Fin de trayecto

Será necesario detenerse en las prestaciones individuales de todos y cada uno de los jugadores, así como matizar edades, costes y perspectivas para conformar un equipo que parta de cero en una campaña en la que los partidos europeos se verán por la televisión.


Todo parece indicar que la victoria conseguida ante el Sevilla ha supuesto el último punto de inflexión de una aciaga temporada y ha llevado al equipo a evitar una debacle mayúscula. Salvo grandes sorpresas,  el Valencia certificó con ese triunfo una permanencia en Primera División que muchos de sus aficionados no veían clara y aunque todavía será la necesaria la suma de algún punto más, la inyección de moral que supuso el 2-1 ante los sevillistas y la mala dinámica de los equipos de la zona baja hacen pensar en que el conjunto valenciano está cerca del triste objetivo en estas semanas finales del campeonato.

El nuevo técnico, Pako Ayestarán, dejó para el 30 de junio el veredicto final sobre la campaña que se acerca a su conclusión. En la rueda de prensa posterior al partido ante los sevillistas dijo que entonces llegaría el momento, como ocurría en la Roma clásica, de levantar el pulgar en señal de aprobación o bajarlo como muestra de condena. Vamos a aceptar, pues, la propuesta de Pako aunque solo sea de manera parcial. El 15 de mayo acaba la Liga y ese ya será el momento de evaluar lo ocurrido con un condicionante importante: el análisis, la decisión final de los aficionados, del propio club y de los medios de comunicación no puede ser absoluto, no puede decantarse entre el sí y el no, el blanco y el negro, el aprobado y el suspenso. Hay muchos matices en los que detenerse tras una de las campañas más tristes de la historia reciente del Valencia.

Al margen de la valoración conjunta del rendimiento de la plantilla, será necesario detenerse en las prestaciones individuales de todos y cada uno de los jugadores, así como matizar edades, costes y perspectivas para conformar un equipo que parta de cero de cara a que, en una campaña en la que los partidos europeos se verán por la televisión, se pueda dar el primer paso hacia la conformación del nuevo Valencia, con despedidas más o menos dolorosas y la llegada de jugadores que vengan con ilusión y a precios de mercado.
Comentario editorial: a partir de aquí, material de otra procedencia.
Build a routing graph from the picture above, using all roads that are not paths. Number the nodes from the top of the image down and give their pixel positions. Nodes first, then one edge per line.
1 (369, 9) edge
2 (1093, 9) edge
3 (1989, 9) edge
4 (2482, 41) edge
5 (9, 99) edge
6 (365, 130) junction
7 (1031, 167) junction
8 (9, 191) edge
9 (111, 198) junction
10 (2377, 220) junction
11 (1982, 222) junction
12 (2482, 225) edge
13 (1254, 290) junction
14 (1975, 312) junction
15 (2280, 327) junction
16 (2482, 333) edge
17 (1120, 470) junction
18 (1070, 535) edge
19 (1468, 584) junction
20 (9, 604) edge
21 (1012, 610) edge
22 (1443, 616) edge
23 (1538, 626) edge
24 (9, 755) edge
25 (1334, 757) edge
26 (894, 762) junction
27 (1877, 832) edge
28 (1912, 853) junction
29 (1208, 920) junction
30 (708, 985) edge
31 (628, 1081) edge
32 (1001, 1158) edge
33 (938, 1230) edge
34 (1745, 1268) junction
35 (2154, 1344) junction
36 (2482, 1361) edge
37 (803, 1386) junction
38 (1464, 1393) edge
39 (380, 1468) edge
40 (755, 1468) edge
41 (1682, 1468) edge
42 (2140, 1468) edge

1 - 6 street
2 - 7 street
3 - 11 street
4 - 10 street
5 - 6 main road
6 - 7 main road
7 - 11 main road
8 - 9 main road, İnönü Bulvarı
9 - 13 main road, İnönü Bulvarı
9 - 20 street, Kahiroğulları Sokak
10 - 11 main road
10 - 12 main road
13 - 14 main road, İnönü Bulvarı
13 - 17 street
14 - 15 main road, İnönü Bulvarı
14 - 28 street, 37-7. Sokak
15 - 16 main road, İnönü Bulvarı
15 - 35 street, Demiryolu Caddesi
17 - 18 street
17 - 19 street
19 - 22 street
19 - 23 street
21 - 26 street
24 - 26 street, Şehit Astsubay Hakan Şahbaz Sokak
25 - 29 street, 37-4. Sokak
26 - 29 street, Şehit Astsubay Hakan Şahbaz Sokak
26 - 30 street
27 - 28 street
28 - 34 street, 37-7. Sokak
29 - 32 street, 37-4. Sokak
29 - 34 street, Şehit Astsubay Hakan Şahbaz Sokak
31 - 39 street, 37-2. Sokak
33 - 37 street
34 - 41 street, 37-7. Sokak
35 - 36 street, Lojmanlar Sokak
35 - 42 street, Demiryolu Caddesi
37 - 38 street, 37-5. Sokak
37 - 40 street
También va a ser importante que la propiedad aprenda la lección. El temario de la asignatura es amplio, pero si les queda claro el primer capítulo, mucho se habrá avanzado. El tema inicial se llama Fútbol es fútbol y está dedicado a hacer asimilar que, más allá de la voluntad de diseñar una buena gestión económica, de la que no hay por qué dudar, es imprescindible echar raíces en la tierra de los valencianistas, entenderlos y, a continuación conocer las reglas no escritas de este deporte a nivel profesional. Hay que saber por qué, cuando pasan por Mestalla, la afición aplaude a Aduriz o Joaquín y abuchea a Banega o Rami. De lo contrario, no se entiende nada. Si el club aprende de su historia tendrá muchas posibilidades a partir del 16 de mayo de recuperar el tiempo perdido.